Try it:
What lines of the data below hold the string "edges"? Copy each one.

######

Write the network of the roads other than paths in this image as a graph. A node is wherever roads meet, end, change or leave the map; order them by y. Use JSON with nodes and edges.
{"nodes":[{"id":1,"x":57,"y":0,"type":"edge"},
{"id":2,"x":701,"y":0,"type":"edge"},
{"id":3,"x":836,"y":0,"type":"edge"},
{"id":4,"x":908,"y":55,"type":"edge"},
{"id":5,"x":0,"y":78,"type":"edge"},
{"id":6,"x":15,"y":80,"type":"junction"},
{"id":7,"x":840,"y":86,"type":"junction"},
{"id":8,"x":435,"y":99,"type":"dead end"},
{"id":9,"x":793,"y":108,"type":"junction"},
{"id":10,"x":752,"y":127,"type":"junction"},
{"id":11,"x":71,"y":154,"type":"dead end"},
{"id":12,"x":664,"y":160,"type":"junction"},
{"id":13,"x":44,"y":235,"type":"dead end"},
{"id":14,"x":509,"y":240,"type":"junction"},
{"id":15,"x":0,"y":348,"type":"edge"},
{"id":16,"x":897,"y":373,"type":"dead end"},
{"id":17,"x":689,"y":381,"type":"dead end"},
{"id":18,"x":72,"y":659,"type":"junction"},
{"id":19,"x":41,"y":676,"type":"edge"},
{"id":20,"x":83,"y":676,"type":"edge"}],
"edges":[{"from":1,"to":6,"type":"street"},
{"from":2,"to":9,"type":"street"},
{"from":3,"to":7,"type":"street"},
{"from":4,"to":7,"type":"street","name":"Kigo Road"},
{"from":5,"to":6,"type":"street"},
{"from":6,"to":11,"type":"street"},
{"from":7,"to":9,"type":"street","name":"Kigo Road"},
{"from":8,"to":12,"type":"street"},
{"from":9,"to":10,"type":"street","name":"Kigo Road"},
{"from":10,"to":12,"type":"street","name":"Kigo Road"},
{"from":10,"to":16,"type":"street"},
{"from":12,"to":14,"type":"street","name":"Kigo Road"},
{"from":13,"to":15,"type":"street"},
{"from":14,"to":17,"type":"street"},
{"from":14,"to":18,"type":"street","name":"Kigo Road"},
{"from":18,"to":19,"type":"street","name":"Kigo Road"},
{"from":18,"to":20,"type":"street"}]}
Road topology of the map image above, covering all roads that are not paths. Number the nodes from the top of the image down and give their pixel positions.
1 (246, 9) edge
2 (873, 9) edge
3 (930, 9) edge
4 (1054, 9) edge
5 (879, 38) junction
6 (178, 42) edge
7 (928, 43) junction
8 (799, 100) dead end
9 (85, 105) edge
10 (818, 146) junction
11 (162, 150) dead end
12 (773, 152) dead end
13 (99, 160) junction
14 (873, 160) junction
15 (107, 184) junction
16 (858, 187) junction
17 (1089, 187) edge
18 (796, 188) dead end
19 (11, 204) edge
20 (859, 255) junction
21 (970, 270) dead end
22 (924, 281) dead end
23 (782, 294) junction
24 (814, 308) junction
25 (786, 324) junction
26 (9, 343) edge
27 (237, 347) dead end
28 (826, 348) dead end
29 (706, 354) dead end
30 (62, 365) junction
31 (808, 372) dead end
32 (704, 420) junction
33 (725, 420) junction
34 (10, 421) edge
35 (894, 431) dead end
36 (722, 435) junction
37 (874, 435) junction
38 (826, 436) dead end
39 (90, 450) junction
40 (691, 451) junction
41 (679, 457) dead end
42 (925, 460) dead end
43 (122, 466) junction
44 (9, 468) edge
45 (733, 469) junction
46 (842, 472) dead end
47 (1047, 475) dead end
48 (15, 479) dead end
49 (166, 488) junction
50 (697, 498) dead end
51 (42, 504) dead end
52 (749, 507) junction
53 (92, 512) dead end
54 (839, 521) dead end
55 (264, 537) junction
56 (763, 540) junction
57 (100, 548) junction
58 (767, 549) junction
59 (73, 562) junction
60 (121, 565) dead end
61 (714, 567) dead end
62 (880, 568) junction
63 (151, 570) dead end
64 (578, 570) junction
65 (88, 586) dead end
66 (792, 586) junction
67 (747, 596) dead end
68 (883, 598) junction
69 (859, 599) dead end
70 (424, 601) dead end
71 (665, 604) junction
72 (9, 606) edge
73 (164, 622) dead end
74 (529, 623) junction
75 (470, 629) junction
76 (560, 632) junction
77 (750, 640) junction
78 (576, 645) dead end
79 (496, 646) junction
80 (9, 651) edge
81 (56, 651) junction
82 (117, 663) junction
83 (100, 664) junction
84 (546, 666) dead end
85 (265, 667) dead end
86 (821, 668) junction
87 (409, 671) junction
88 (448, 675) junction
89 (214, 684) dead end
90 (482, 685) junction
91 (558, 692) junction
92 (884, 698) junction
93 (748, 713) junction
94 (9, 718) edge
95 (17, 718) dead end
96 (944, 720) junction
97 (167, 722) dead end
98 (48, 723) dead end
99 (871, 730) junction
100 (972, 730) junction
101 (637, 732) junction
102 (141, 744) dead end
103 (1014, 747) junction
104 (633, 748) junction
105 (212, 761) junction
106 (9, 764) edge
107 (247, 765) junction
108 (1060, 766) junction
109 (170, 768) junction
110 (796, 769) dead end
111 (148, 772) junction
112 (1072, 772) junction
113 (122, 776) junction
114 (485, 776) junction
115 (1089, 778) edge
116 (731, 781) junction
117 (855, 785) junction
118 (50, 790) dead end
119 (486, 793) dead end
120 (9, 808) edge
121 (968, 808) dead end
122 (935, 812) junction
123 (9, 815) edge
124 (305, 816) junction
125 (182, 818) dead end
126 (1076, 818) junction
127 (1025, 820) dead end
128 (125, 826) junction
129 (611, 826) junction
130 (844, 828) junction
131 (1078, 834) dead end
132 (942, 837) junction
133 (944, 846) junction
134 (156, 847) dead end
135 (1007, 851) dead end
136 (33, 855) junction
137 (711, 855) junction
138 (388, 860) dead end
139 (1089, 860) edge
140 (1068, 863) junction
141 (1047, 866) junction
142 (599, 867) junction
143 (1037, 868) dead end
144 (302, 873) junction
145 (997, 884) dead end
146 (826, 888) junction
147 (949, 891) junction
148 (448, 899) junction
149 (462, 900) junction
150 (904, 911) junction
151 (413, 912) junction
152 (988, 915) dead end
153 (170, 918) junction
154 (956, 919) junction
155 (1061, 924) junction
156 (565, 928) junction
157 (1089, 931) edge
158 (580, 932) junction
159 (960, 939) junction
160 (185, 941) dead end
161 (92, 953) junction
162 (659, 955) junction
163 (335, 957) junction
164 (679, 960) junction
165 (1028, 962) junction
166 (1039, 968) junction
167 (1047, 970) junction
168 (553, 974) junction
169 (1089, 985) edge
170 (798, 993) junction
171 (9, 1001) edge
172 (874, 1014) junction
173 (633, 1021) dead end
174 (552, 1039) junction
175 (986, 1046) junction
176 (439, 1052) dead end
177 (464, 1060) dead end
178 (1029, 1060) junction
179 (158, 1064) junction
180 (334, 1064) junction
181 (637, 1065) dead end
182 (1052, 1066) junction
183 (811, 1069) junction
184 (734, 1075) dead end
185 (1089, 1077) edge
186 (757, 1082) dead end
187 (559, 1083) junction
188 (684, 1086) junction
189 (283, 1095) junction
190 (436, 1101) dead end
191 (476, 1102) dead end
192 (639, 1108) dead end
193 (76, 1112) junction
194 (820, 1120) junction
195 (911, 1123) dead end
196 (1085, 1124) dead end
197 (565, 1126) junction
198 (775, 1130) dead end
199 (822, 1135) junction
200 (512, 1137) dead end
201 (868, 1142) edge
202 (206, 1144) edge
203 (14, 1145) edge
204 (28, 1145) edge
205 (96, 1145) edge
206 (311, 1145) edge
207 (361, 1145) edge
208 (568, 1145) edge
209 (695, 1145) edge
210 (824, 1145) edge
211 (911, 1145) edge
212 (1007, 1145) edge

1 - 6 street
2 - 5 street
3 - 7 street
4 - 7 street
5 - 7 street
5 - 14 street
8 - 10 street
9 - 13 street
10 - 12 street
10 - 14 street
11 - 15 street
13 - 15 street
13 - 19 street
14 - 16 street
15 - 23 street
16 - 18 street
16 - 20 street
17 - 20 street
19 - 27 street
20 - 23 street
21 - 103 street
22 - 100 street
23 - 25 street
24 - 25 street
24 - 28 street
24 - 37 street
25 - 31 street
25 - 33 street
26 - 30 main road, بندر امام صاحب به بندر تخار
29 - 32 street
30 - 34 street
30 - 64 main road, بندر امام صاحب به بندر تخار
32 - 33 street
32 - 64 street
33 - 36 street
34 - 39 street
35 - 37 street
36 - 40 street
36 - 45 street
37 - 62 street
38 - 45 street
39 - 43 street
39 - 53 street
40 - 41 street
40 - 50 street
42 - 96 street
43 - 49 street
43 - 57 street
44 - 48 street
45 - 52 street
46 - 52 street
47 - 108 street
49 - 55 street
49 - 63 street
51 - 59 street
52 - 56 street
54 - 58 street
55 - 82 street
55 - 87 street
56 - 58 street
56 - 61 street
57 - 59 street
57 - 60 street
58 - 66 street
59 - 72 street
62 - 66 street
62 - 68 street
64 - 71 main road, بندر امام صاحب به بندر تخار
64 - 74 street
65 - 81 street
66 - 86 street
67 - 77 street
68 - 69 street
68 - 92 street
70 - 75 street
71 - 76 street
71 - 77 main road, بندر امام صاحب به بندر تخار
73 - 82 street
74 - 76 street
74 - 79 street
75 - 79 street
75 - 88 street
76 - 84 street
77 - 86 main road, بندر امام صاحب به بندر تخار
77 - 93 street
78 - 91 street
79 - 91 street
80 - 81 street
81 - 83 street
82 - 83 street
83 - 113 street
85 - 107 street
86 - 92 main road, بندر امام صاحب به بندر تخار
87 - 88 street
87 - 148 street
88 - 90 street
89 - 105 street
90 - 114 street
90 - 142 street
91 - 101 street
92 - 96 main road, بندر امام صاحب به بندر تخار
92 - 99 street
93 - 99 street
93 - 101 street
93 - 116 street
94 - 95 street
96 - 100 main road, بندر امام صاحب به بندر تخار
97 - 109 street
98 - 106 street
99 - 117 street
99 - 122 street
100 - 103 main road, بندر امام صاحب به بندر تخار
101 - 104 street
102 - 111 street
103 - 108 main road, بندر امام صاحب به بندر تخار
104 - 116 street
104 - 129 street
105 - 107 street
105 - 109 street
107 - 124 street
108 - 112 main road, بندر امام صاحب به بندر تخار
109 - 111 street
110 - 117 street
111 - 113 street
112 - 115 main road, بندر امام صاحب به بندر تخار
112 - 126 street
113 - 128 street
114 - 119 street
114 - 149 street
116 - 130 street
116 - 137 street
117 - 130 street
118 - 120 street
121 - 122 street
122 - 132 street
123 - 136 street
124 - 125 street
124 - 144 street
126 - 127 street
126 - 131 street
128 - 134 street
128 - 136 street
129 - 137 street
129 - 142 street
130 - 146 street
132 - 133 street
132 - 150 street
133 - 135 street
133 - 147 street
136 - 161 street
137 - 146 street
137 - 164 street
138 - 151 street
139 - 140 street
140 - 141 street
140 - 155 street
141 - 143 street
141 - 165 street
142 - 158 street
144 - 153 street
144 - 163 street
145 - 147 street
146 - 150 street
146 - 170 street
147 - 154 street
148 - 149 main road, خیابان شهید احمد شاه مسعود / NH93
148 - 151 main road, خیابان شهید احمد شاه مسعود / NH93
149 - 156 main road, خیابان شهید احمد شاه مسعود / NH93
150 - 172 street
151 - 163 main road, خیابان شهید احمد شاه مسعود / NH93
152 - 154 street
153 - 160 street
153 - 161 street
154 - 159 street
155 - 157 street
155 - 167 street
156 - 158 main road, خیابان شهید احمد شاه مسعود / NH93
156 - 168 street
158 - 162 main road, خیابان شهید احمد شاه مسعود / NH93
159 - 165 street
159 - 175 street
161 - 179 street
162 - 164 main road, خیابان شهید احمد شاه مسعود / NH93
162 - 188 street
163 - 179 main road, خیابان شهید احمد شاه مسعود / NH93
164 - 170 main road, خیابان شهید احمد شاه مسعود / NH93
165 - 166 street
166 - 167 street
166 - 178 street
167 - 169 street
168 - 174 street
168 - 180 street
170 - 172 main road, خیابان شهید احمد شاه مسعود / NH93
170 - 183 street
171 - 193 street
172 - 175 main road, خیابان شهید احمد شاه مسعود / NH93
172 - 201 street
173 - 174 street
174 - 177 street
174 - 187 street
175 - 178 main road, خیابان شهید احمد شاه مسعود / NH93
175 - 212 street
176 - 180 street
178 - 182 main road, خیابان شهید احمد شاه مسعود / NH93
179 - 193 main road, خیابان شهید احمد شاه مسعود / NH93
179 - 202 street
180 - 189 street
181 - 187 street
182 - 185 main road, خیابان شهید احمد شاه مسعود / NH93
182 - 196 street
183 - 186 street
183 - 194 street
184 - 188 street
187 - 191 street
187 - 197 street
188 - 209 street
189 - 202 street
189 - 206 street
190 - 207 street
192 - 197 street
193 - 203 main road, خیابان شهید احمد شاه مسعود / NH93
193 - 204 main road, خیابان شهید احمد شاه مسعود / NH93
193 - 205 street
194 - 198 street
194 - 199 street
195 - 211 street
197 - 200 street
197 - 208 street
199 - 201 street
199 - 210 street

######

Answer section:
Write the network of the roads other than paths in this image as a graph. A node is wherever roads meet, end, change or leave the map; order them by y. Use JSON with nodes and edges.
"edges":[{"from":1,"to":6,"type":"street"},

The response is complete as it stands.